Dataset excerpts:

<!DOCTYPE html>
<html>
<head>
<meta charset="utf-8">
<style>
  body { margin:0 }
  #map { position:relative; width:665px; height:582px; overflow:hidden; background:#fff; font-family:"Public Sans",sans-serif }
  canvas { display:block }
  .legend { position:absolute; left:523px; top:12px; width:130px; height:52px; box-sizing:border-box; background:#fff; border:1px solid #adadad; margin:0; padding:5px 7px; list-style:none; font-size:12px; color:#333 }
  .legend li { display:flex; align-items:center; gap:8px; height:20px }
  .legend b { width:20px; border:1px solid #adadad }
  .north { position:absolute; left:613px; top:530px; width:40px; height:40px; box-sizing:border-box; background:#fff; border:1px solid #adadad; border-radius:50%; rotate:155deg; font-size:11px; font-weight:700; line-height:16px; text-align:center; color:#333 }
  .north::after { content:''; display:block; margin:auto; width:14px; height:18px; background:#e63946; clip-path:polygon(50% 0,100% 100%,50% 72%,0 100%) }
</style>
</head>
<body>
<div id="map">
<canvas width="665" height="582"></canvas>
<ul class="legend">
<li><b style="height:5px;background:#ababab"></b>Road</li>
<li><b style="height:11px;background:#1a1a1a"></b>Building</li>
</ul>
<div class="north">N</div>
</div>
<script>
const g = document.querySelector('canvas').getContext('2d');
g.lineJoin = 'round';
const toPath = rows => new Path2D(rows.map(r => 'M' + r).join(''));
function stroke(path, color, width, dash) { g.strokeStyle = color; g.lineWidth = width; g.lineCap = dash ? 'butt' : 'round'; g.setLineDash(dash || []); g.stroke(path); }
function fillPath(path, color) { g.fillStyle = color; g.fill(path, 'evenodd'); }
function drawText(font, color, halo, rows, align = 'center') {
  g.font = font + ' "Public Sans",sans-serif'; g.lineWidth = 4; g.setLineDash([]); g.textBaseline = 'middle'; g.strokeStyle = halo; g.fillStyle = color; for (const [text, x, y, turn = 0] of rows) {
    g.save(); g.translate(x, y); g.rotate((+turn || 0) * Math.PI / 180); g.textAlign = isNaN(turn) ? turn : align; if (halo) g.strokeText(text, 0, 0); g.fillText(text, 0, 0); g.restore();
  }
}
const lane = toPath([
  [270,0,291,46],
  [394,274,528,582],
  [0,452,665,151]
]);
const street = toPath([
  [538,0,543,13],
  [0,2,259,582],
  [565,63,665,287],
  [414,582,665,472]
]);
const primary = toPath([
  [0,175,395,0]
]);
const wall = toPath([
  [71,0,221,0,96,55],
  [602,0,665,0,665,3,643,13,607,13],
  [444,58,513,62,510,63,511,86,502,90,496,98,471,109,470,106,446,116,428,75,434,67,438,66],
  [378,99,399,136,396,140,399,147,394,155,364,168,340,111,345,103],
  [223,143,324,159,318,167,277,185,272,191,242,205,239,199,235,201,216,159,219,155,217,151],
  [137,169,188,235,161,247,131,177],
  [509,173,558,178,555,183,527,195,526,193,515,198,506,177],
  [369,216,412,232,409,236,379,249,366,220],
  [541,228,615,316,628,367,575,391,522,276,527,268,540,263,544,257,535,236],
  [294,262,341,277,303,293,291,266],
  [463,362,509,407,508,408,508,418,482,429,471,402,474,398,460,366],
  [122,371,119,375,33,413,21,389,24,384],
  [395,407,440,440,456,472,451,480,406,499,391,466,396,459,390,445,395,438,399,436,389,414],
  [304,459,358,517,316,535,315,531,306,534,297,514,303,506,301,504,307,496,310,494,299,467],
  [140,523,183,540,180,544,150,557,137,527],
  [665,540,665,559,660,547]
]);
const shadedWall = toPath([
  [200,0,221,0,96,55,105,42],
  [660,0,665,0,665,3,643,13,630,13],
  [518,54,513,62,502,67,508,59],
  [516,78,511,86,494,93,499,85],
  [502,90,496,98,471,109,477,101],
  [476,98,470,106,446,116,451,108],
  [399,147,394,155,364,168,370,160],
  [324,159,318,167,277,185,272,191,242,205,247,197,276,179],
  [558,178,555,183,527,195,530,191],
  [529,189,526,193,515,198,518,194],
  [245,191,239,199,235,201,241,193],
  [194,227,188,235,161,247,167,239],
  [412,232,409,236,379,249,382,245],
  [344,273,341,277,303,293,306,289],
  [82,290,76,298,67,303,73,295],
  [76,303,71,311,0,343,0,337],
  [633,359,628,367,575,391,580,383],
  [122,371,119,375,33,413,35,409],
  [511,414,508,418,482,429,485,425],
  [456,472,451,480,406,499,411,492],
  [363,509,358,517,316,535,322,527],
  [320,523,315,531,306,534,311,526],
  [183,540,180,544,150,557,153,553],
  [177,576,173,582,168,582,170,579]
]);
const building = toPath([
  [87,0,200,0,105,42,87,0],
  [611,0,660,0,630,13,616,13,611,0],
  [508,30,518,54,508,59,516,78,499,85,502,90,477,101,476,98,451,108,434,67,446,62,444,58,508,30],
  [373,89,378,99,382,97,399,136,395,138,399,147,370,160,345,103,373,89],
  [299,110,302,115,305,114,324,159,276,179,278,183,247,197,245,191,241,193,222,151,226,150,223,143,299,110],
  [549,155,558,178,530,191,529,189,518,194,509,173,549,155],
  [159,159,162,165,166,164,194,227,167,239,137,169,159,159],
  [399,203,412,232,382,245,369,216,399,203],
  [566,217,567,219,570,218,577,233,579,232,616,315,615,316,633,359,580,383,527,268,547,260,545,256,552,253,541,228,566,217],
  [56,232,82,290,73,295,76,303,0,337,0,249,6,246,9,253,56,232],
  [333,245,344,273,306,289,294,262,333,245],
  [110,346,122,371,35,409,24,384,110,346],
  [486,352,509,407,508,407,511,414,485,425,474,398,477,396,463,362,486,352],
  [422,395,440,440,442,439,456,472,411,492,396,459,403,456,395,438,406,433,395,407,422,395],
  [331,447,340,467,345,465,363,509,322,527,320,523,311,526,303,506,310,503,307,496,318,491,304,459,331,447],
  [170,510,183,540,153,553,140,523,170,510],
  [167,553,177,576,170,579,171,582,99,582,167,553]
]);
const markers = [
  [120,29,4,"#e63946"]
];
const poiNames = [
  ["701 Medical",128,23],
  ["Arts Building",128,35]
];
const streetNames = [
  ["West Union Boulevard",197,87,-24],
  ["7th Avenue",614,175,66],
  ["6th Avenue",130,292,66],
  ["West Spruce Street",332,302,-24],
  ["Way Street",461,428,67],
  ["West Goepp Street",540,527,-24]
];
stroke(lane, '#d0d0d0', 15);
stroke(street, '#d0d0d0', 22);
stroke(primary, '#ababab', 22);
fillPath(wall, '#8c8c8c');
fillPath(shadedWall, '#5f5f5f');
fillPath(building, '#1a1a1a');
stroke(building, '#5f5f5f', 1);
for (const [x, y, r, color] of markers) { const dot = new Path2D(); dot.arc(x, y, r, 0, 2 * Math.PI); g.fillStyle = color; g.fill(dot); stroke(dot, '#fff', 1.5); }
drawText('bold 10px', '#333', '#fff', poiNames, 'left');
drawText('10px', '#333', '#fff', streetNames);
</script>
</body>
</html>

--

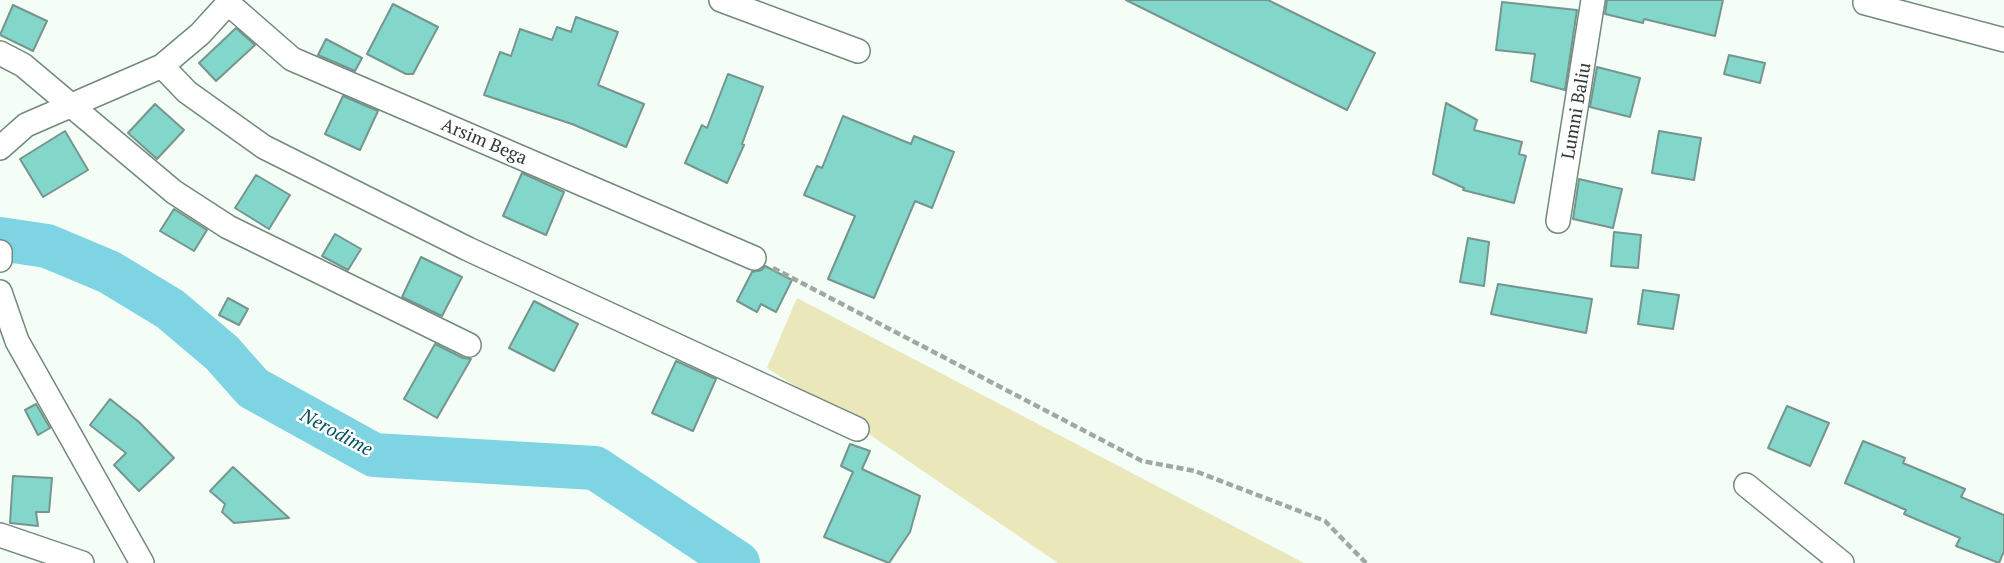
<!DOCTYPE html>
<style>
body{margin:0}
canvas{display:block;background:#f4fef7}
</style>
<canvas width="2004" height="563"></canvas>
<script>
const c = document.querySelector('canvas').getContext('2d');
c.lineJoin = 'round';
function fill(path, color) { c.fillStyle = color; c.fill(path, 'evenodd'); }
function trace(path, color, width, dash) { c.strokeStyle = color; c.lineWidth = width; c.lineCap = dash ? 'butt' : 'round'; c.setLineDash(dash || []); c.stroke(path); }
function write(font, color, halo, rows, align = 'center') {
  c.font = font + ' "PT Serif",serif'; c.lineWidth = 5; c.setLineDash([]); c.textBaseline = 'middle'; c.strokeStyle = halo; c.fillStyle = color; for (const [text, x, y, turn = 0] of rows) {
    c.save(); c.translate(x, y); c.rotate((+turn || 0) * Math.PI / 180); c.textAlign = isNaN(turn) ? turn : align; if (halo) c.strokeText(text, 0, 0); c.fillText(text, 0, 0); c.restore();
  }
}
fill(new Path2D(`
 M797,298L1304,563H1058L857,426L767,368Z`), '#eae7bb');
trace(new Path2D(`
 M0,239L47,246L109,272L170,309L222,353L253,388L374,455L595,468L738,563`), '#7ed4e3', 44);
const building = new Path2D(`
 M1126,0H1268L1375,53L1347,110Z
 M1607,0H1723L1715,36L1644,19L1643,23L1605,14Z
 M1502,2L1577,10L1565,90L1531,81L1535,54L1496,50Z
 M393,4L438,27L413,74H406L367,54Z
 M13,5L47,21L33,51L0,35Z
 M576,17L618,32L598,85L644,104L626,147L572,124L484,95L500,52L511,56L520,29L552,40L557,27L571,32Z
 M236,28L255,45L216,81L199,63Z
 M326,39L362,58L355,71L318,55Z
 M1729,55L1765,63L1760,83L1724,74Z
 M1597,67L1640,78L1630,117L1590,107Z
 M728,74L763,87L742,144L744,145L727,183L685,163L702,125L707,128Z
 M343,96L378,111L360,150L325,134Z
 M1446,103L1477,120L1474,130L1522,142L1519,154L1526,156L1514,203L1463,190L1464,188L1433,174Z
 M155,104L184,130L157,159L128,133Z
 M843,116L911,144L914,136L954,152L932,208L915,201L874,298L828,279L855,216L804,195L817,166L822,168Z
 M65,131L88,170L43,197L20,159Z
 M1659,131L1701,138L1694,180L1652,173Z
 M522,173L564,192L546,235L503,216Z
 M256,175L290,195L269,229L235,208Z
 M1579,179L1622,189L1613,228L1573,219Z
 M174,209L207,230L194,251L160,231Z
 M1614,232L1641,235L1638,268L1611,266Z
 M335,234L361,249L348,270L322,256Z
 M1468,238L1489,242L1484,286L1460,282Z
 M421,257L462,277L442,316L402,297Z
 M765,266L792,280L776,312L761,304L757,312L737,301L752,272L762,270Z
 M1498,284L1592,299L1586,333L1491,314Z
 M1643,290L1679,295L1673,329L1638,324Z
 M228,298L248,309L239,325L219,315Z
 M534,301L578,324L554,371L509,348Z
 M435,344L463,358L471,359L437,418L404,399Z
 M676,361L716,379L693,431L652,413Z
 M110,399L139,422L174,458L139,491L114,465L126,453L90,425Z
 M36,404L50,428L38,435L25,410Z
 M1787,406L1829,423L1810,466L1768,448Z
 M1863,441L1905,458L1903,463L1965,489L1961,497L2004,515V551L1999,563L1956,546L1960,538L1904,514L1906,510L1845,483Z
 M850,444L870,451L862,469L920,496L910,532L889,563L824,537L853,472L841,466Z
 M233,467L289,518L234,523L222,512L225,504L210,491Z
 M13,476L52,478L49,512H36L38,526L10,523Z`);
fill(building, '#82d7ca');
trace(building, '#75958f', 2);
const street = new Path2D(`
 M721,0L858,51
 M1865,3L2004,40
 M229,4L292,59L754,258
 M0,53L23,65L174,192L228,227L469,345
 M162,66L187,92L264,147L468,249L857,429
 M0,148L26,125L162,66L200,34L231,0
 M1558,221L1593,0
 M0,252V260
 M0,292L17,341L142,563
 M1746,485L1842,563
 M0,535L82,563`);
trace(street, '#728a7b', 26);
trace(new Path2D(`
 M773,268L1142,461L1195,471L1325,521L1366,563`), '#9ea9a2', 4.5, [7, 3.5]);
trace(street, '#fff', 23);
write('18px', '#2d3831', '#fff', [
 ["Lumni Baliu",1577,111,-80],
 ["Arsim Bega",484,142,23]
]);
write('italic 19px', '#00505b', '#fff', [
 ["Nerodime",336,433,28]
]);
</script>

> [The problem]: Lines with "querySelector": return each one from the data above.

> [Output]:
const g = document.querySelector('canvas').getContext('2d');
const c = document.querySelector('canvas').getContext('2d');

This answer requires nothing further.